D’Amboise and Tamming did not respond to multiple interview requests from The Standard to ask why they wrote the documents and why they were sent to D’Angelo.

Caslin declined multiple interview requests. In a short emailed statement, Caslin said regional council had voted the mattered “closed” and criticized The Standard for not turning over its evidence to Toronto lawyer Marvin Huberman, who council hired to examine the matter after the paper’s April expose.

“This matter has been investigat­ed, received by council, and subsequent­ly council voted the matter closed. During the investigat­ion, Mr. Huberman had unfettered access to emails, texts, memos, letters, handwritte­n notes, calendars and servers,” said Caslin’s statement. “It is unfortunat­e that this recent ‘finding’ was not produced during the investigat­ion so that the validity of the documents could have been verified by the investigat­or.”

Caslin did not answer questions about what he knew about the memos and if he directed his staff to write them or send them to D’Angelo.

D’Angelo also declined to be interviewe­d by The Standard. In an email, he asked the paper to cease writing stories about him.

“Please stop tarnishing and damaging my good name and reputation, it is causing significan­t stress to my family and I,” D’Angelo wrote in an email.

D’Angelo would not answer questions about who sent him the documents, why he downloaded them and why he did not alert the hiring committee or the Phelps Group when he obtained them.

The Huberman report

Huberman presented his report to regional council on July 5, 2018, and said he found no evidence the hiring of D’Angelo was improper.

However, Huberman did not find any digital evidence and instead relied only on a paper copy of the D’Amboise memo The Standard reported on in April.

His report said that D’Angelo could not clearly recall if he received the D’Amboise memo because he was also applying for the CAO post at the Town of Niagara-on-the-Lake in 2016. He also told Huberman his phone was stolen in October 2016 and therefore cannot check his emails from that period.

Huberman said common sense suggests D’Angelo’s answers were “improbable” but he could not find they were not credible or unreliable because they were consistent with other statements by him.

During his presentati­on, Huberman, who called the newspaper report hearsay, said if he had the evidence used by The Standard, his conclusion­s may have been different.

Several councillor­s say they have more questions than answers in the wake of Huberman’s report, and three candidates for regional chair have said they would seek to fire D’Angelo.

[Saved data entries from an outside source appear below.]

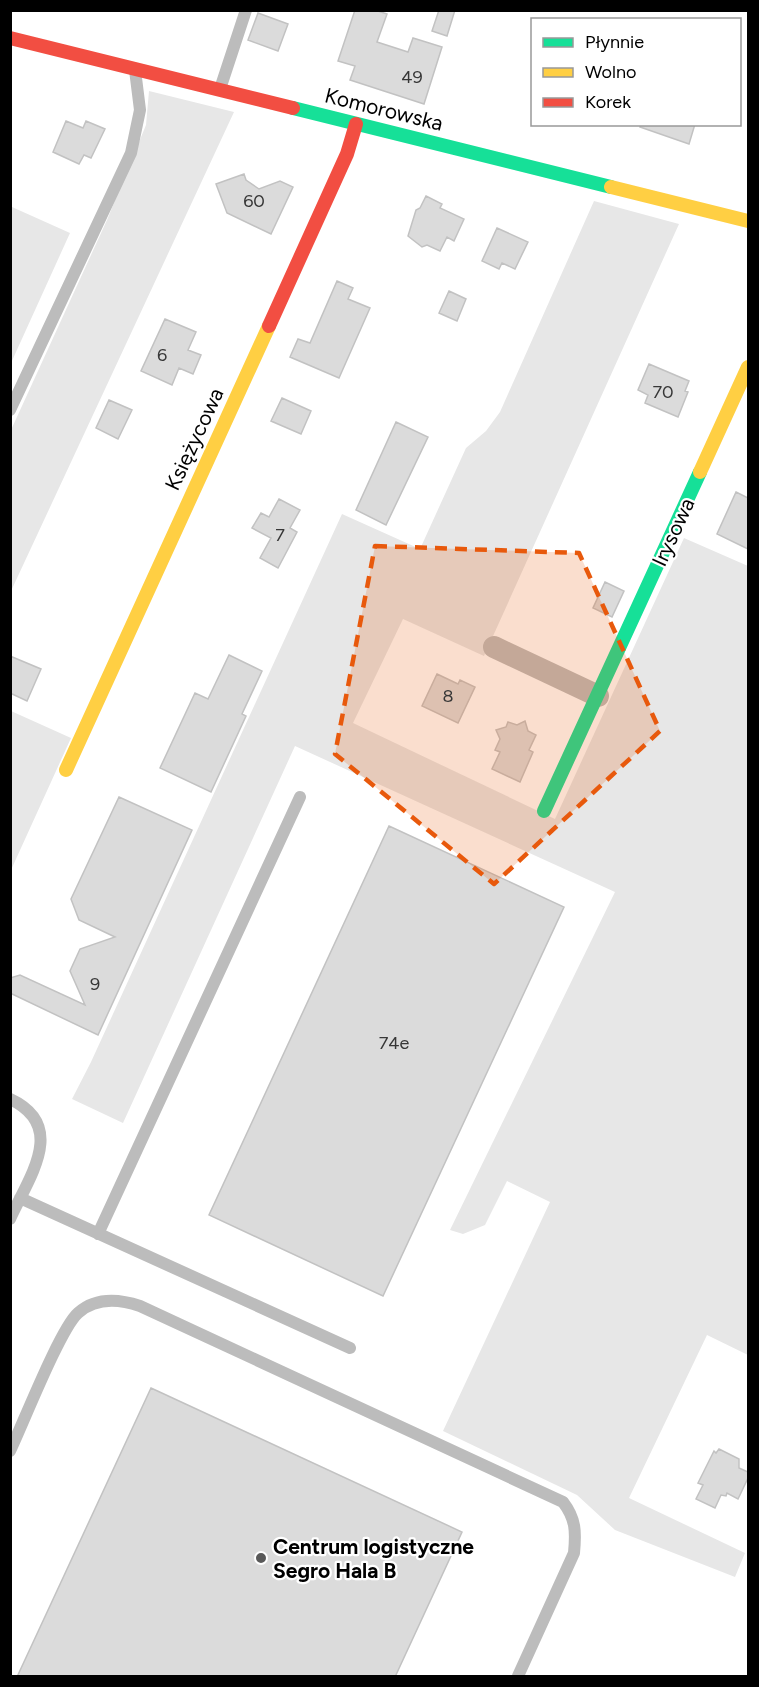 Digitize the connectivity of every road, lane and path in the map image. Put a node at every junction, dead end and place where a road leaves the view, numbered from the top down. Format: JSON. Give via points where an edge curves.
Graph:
{"nodes":[{"id":1,"x":246,"y":10,"type":"edge"},
{"id":2,"x":10,"y":38,"type":"edge"},
{"id":3,"x":135,"y":69,"type":"junction"},
{"id":4,"x":219,"y":90,"type":"junction"},
{"id":5,"x":356,"y":124,"type":"junction"},
{"id":6,"x":748,"y":221,"type":"edge"},
{"id":7,"x":748,"y":367,"type":"edge"},
{"id":8,"x":10,"y":410,"type":"edge"},
{"id":9,"x":494,"y":647,"type":"dead end"},
{"id":10,"x":598,"y":696,"type":"junction"},
{"id":11,"x":66,"y":770,"type":"dead end"},
{"id":12,"x":300,"y":797,"type":"dead end"},
{"id":13,"x":544,"y":811,"type":"dead end"},
{"id":14,"x":10,"y":1099,"type":"edge"},
{"id":15,"x":20,"y":1198,"type":"junction"},
{"id":16,"x":10,"y":1219,"type":"edge"},
{"id":17,"x":98,"y":1234,"type":"junction"},
{"id":18,"x":350,"y":1348,"type":"dead end"},
{"id":19,"x":10,"y":1451,"type":"edge"},
{"id":20,"x":518,"y":1677,"type":"edge"}],
"edges":[{"from":1,"to":4,"type":"lane"},
{"from":2,"to":3,"type":"street","name":"Komorowska"},
{"from":3,"to":4,"type":"street","name":"Komorowska"},
{"from":3,"to":8,"type":"lane","via":[[140,110],[131,153]]},
{"from":4,"to":5,"type":"street","name":"Komorowska"},
{"from":5,"to":6,"type":"street","name":"Komorowska"},
{"from":5,"to":11,"type":"street","name":"Księżycowa","via":[[342,165]]},
{"from":7,"to":10,"type":"street","name":"Irysowa"},
{"from":9,"to":10,"type":"street"},
{"from":10,"to":13,"type":"street","name":"Irysowa"},
{"from":12,"to":17,"type":"lane"},
{"from":14,"to":15,"type":"lane","via":[[34,1116],[43,1139]]},
{"from":15,"to":16,"type":"lane"},
{"from":15,"to":17,"type":"lane"},
{"from":17,"to":18,"type":"lane"},
{"from":19,"to":20,"type":"lane","via":[[78,1313],[108,1300],[140,1306],[563,1502],[572,1513],[576,1530],[574,1553]]}]}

For at least one member of the CAO selection committee, Lincoln Mayor Sandra Easton, the newspaper reports and the Huberman probe are deeply unsettling. Easton said from her point of view nothing was wrong during the hiring process.

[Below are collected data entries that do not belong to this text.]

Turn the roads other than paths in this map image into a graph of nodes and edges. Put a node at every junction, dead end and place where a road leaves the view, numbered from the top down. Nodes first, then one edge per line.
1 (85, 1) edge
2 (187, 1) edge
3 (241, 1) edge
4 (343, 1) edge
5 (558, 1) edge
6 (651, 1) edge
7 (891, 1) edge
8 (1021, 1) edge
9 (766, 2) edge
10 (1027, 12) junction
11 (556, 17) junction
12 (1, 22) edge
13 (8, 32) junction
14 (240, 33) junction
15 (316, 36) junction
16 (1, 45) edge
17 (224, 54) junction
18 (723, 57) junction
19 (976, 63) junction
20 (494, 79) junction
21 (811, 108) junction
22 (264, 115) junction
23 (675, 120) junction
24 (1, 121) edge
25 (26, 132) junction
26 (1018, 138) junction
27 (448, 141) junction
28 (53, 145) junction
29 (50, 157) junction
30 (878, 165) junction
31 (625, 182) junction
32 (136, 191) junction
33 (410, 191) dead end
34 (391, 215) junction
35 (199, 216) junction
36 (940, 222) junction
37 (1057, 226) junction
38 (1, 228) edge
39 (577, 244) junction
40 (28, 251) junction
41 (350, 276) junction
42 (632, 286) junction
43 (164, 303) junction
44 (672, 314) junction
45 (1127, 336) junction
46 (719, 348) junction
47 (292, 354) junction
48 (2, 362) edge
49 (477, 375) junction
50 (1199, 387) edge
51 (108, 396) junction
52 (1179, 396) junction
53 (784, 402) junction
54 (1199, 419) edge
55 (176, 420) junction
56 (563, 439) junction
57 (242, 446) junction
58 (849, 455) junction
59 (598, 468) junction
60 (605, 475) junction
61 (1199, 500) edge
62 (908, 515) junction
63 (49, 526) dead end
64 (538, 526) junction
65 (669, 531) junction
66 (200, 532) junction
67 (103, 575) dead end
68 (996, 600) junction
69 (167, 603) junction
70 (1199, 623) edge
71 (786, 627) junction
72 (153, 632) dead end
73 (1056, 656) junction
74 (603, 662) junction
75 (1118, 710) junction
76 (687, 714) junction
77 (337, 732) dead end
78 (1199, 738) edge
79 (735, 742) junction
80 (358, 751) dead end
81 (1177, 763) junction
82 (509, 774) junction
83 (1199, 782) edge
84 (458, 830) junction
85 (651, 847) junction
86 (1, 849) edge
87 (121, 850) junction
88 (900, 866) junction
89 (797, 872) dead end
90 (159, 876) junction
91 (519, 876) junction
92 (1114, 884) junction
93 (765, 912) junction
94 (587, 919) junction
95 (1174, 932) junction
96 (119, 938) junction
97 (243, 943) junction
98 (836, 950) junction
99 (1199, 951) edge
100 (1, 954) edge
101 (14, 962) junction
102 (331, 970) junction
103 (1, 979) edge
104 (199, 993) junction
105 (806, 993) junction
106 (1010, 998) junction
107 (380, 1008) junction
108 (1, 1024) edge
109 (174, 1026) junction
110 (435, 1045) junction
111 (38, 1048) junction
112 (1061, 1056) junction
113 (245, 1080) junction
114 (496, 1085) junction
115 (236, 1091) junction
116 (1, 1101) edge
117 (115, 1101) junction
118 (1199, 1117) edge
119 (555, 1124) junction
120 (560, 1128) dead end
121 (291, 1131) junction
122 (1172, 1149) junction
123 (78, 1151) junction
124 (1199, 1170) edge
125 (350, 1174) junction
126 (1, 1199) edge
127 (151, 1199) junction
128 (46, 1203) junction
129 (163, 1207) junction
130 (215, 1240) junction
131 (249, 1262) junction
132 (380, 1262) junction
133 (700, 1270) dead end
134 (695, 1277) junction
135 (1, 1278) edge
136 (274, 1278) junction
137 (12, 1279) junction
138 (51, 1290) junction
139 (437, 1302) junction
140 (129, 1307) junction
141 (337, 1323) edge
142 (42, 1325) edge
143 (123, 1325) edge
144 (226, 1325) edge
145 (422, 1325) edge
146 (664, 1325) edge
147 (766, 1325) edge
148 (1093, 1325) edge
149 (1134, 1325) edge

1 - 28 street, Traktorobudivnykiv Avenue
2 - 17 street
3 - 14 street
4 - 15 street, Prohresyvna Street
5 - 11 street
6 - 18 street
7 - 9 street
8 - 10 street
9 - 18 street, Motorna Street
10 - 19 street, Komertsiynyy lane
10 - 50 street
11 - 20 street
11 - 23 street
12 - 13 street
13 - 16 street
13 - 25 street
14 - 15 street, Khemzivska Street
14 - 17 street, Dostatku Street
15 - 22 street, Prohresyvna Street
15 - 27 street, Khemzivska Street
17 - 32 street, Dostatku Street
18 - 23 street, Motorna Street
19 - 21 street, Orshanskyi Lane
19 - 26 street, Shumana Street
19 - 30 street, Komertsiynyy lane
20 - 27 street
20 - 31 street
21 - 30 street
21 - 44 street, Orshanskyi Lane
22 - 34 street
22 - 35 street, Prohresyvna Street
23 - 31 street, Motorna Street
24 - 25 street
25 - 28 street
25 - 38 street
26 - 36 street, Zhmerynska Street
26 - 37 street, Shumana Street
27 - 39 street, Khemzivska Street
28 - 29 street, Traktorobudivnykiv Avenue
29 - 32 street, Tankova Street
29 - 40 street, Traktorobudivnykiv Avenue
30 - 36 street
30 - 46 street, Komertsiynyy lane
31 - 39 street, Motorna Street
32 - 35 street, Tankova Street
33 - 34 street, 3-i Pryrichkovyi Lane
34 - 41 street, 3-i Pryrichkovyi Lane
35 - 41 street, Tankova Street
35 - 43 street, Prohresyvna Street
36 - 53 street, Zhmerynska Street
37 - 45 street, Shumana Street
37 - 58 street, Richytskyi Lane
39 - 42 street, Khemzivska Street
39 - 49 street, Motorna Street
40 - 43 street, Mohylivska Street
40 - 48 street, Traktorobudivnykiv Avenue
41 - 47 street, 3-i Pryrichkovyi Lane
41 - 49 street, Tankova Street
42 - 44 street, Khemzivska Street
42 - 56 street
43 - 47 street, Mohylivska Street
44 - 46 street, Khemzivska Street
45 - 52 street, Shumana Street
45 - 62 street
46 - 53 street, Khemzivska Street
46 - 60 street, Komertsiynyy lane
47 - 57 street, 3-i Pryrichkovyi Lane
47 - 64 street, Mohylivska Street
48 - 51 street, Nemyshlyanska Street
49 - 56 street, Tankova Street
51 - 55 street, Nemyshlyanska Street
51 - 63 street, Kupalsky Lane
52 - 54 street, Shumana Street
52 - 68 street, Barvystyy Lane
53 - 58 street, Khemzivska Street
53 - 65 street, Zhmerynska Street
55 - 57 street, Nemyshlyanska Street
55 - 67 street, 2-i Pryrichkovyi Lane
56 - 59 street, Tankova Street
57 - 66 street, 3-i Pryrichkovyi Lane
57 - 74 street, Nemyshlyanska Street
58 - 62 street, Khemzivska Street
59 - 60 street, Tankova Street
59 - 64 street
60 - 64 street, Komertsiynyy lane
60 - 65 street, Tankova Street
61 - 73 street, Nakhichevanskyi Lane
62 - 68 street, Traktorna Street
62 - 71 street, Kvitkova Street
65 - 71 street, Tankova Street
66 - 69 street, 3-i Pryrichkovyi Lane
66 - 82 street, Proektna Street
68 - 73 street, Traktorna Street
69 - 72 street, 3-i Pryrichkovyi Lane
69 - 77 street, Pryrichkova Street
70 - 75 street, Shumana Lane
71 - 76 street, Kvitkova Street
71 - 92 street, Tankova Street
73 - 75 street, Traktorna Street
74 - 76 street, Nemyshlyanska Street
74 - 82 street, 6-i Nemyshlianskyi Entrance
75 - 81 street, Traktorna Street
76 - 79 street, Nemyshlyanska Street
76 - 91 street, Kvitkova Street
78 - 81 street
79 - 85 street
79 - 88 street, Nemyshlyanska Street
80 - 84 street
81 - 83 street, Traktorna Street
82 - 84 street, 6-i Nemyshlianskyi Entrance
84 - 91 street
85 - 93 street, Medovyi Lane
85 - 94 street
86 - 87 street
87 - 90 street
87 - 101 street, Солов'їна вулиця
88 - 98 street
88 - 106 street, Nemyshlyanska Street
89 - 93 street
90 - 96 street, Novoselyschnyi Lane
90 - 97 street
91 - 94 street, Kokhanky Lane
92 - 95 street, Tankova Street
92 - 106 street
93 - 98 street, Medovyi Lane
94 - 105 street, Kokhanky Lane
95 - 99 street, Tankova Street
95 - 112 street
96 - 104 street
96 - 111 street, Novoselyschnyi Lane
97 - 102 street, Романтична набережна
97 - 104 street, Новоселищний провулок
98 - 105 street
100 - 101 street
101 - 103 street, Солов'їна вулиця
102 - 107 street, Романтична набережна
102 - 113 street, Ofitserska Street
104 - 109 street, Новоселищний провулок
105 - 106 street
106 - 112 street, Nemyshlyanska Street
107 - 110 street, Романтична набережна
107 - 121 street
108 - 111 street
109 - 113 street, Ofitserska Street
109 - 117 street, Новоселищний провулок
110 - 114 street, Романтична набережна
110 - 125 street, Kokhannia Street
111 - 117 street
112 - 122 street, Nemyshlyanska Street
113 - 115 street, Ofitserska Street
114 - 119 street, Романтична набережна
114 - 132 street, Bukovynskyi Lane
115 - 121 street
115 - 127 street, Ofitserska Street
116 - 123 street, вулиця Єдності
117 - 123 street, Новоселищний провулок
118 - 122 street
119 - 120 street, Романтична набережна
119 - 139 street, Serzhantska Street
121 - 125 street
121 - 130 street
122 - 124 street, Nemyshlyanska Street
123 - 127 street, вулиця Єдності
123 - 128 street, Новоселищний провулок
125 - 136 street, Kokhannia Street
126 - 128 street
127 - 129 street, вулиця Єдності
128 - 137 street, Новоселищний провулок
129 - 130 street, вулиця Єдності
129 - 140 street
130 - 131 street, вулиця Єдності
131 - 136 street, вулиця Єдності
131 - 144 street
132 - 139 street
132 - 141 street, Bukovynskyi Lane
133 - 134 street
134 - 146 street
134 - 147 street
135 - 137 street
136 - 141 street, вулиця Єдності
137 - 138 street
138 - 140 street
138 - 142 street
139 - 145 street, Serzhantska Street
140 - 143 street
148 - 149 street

“It was all run by the Phelps Group. We would show up to a meeting, and they would have the informatio­n in binders. We could not leave with them. We had to leave everything with them when we left. It was very tightly controlled,” she said. “I made my decisions based on the informatio­n I had. And I made my opinion known in a number of ways during the process.”

However, she said if informatio­n was leaked to D’Angelo from members of Caslin’s staff, it raises serious questions about the legitimacy of the process, even though the committee did its job properly.

Easton said with “sober second thought” she has questions about Huberman’s conclusion­s, and said another investigat­ion may be necessary. To restore public confidence in the Region, she said Ontario Ombudsman Paul Dube would be a possible option.

The other members of the selection committee — Caslin, Grimsby Coun. Tony Quirk, Niagara Falls Coun. Bob Gale and Welland Mayor Frank Campion — did not respond to interview requests.